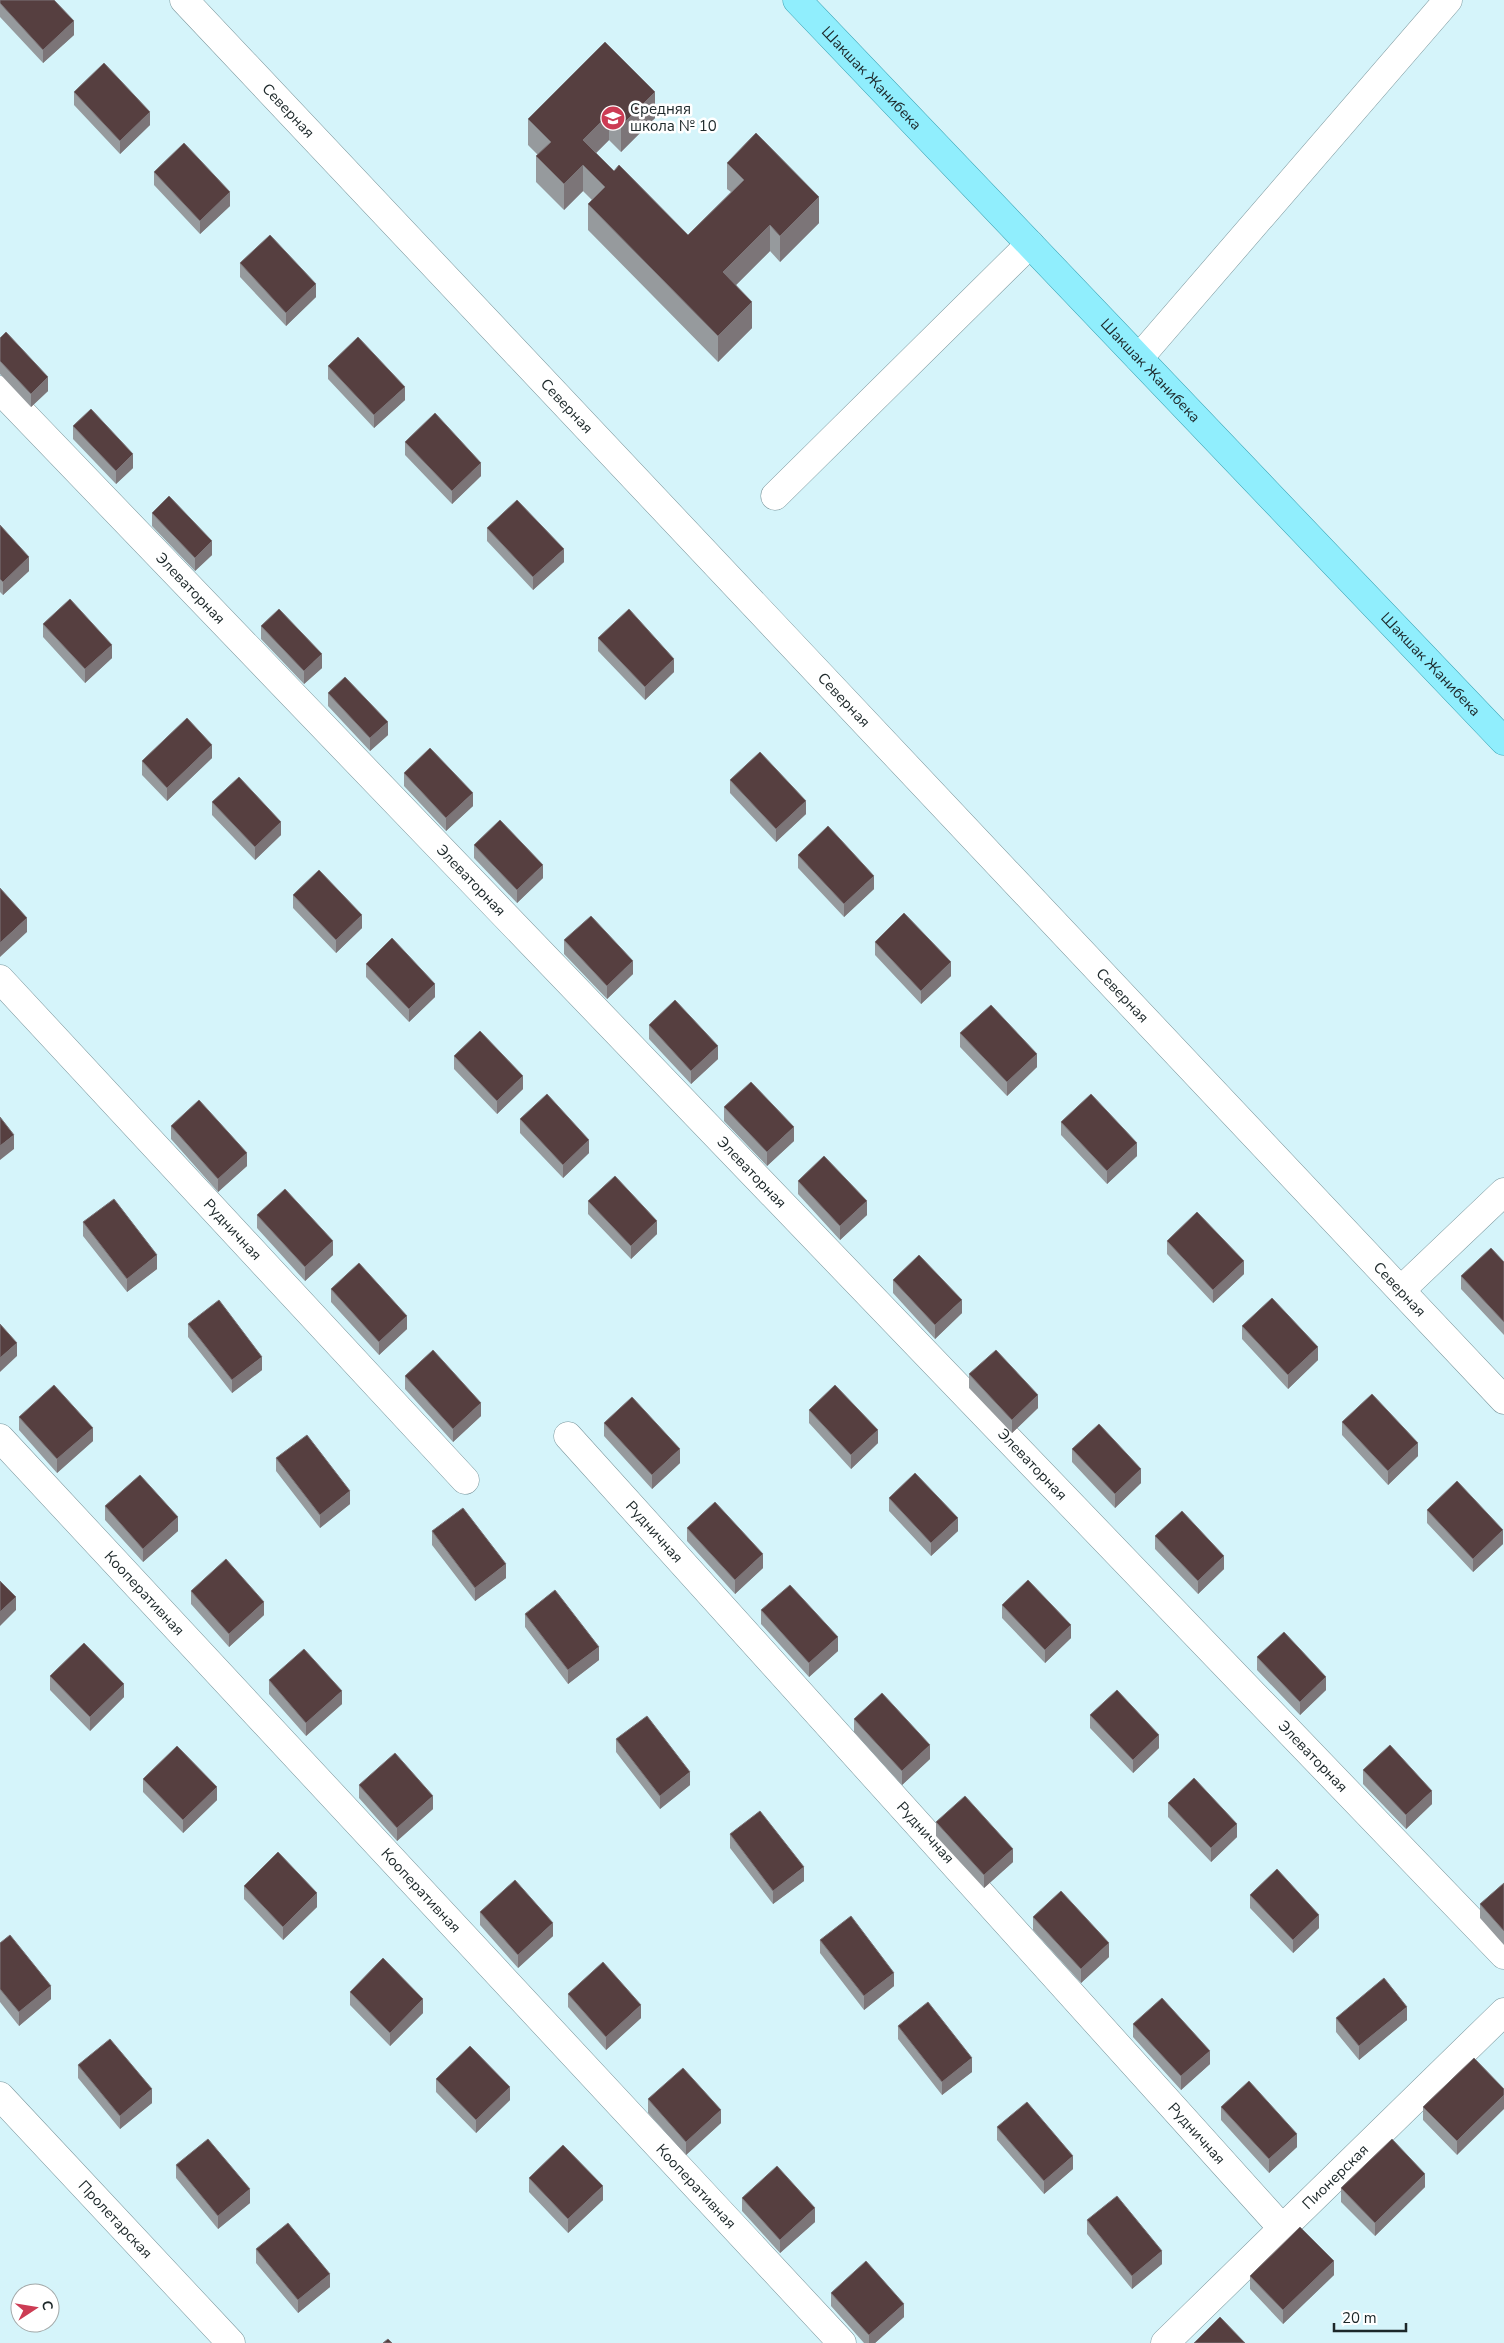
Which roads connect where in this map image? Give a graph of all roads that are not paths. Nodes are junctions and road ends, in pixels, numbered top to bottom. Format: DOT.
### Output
graph roads {
  1 [pos="184,0"];
  2 [pos="797,0"];
  3 [pos="1448,0"];
  4 [pos="1030,244"];
  5 [pos="1139,358"];
  6 [pos="0,390"];
  7 [pos="775,496"];
  8 [pos="1504,741"];
  9 [pos="0,979"];
  10 [pos="1504,1192"];
  11 [pos="1401,1290"];
  12 [pos="1504,1400"];
  13 [pos="568,1436"];
  14 [pos="0,1438"];
  15 [pos="465,1480"];
  16 [pos="1504,1955"];
  17 [pos="1504,2012"];
  18 [pos="0,2096"];
  19 [pos="1282,2228"];
  20 [pos="231,2343"];
  21 [pos="842,2343"];
  22 [pos="1165,2343"];
  1 -- 11 [label="street, Северная"];
  2 -- 4 [label="main road, Шакшак Жанибека"];
  3 -- 5 [label="street"];
  4 -- 5 [label="main road, Шакшак Жанибека"];
  4 -- 7 [label="street"];
  5 -- 8 [label="main road, Шакшак Жанибека"];
  6 -- 16 [label="street, Элеваторная"];
  9 -- 15 [label="street, Рудничная"];
  10 -- 11 [label="street"];
  11 -- 12 [label="street, Северная"];
  13 -- 19 [label="street, Рудничная"];
  14 -- 21 [label="street, Кооперативная"];
  17 -- 19 [label="street, Пионерская"];
  18 -- 20 [label="street, Пролетарская"];
  19 -- 22 [label="street, Пионерская"];
}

* _Task description_: Without including any picture, output all the material exactly as it appears.

* _Exercise output_:
Which roads connect where in this map image? Give a graph of all roads that are not paths. Nodes are junctions and road ends, in pixels, numbered top to bottom. Format: DOT.
### Output
graph roads {
  1 [pos="184,0"];
  2 [pos="797,0"];
  3 [pos="1448,0"];
  4 [pos="1030,244"];
  5 [pos="1139,358"];
  6 [pos="0,390"];
  7 [pos="775,496"];
  8 [pos="1504,741"];
  9 [pos="0,979"];
  10 [pos="1504,1192"];
  11 [pos="1401,1290"];
  12 [pos="1504,1400"];
  13 [pos="568,1436"];
  14 [pos="0,1438"];
  15 [pos="465,1480"];
  16 [pos="1504,1955"];
  17 [pos="1504,2012"];
  18 [pos="0,2096"];
  19 [pos="1282,2228"];
  20 [pos="231,2343"];
  21 [pos="842,2343"];
  22 [pos="1165,2343"];
  1 -- 11 [label="street, Северная"];
  2 -- 4 [label="main road, Шакшак Жанибека"];
  3 -- 5 [label="street"];
  4 -- 5 [label="main road, Шакшак Жанибека"];
  4 -- 7 [label="street"];
  5 -- 8 [label="main road, Шакшак Жанибека"];
  6 -- 16 [label="street, Элеваторная"];
  9 -- 15 [label="street, Рудничная"];
  10 -- 11 [label="street"];
  11 -- 12 [label="street, Северная"];
  13 -- 19 [label="street, Рудничная"];
  14 -- 21 [label="street, Кооперативная"];
  17 -- 19 [label="street, Пионерская"];
  18 -- 20 [label="street, Пролетарская"];
  19 -- 22 [label="street, Пионерская"];
}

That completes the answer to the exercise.